Segment Start: Data for review
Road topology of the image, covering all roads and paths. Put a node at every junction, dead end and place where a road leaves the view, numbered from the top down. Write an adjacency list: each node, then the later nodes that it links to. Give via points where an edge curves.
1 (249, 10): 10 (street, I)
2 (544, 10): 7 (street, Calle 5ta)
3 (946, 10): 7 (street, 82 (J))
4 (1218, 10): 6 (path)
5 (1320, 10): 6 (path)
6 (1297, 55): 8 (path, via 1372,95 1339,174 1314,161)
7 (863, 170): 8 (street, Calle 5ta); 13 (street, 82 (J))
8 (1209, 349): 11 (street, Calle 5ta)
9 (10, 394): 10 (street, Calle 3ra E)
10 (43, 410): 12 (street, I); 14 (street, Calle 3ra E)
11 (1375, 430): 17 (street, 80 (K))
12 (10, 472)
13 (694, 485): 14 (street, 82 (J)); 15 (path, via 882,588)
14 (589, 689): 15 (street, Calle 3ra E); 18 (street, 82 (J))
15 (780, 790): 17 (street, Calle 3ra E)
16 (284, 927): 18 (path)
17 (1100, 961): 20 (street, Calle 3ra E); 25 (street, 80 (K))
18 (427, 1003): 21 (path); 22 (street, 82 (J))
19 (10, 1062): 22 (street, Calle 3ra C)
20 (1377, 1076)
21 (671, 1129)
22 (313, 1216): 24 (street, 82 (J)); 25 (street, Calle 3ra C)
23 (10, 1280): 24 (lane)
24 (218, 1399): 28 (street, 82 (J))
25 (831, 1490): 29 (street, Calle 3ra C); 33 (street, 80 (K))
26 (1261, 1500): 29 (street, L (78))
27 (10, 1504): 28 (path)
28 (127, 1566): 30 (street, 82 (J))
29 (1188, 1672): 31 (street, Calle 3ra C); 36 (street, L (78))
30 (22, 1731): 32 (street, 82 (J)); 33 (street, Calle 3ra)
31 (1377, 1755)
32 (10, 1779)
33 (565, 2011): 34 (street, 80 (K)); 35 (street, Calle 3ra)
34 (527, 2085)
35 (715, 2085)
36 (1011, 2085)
Segment End: Data for review
## Problem requirements
Every entry must be retyped in full, exactly as given.

## Reply to the exercise
Road topology of the image, covering all roads and paths. Put a node at every junction, dead end and place where a road leaves the view, numbered from the top down. Write an adjacency list: each node, then the later nodes that it links to. Give via points where an edge curves.
1 (249, 10): 10 (street, I)
2 (544, 10): 7 (street, Calle 5ta)
3 (946, 10): 7 (street, 82 (J))
4 (1218, 10): 6 (path)
5 (1320, 10): 6 (path)
6 (1297, 55): 8 (path, via 1372,95 1339,174 1314,161)
7 (863, 170): 8 (street, Calle 5ta); 13 (street, 82 (J))
8 (1209, 349): 11 (street, Calle 5ta)
9 (10, 394): 10 (street, Calle 3ra E)
10 (43, 410): 12 (street, I); 14 (street, Calle 3ra E)
11 (1375, 430): 17 (street, 80 (K))
12 (10, 472)
13 (694, 485): 14 (street, 82 (J)); 15 (path, via 882,588)
14 (589, 689): 15 (street, Calle 3ra E); 18 (street, 82 (J))
15 (780, 790): 17 (street, Calle 3ra E)
16 (284, 927): 18 (path)
17 (1100, 961): 20 (street, Calle 3ra E); 25 (street, 80 (K))
18 (427, 1003): 21 (path); 22 (street, 82 (J))
19 (10, 1062): 22 (street, Calle 3ra C)
20 (1377, 1076)
21 (671, 1129)
22 (313, 1216): 24 (street, 82 (J)); 25 (street, Calle 3ra C)
23 (10, 1280): 24 (lane)
24 (218, 1399): 28 (street, 82 (J))
25 (831, 1490): 29 (street, Calle 3ra C); 33 (street, 80 (K))
26 (1261, 1500): 29 (street, L (78))
27 (10, 1504): 28 (path)
28 (127, 1566): 30 (street, 82 (J))
29 (1188, 1672): 31 (street, Calle 3ra C); 36 (street, L (78))
30 (22, 1731): 32 (street, 82 (J)); 33 (street, Calle 3ra)
31 (1377, 1755)
32 (10, 1779)
33 (565, 2011): 34 (street, 80 (K)); 35 (street, Calle 3ra)
34 (527, 2085)
35 (715, 2085)
36 (1011, 2085)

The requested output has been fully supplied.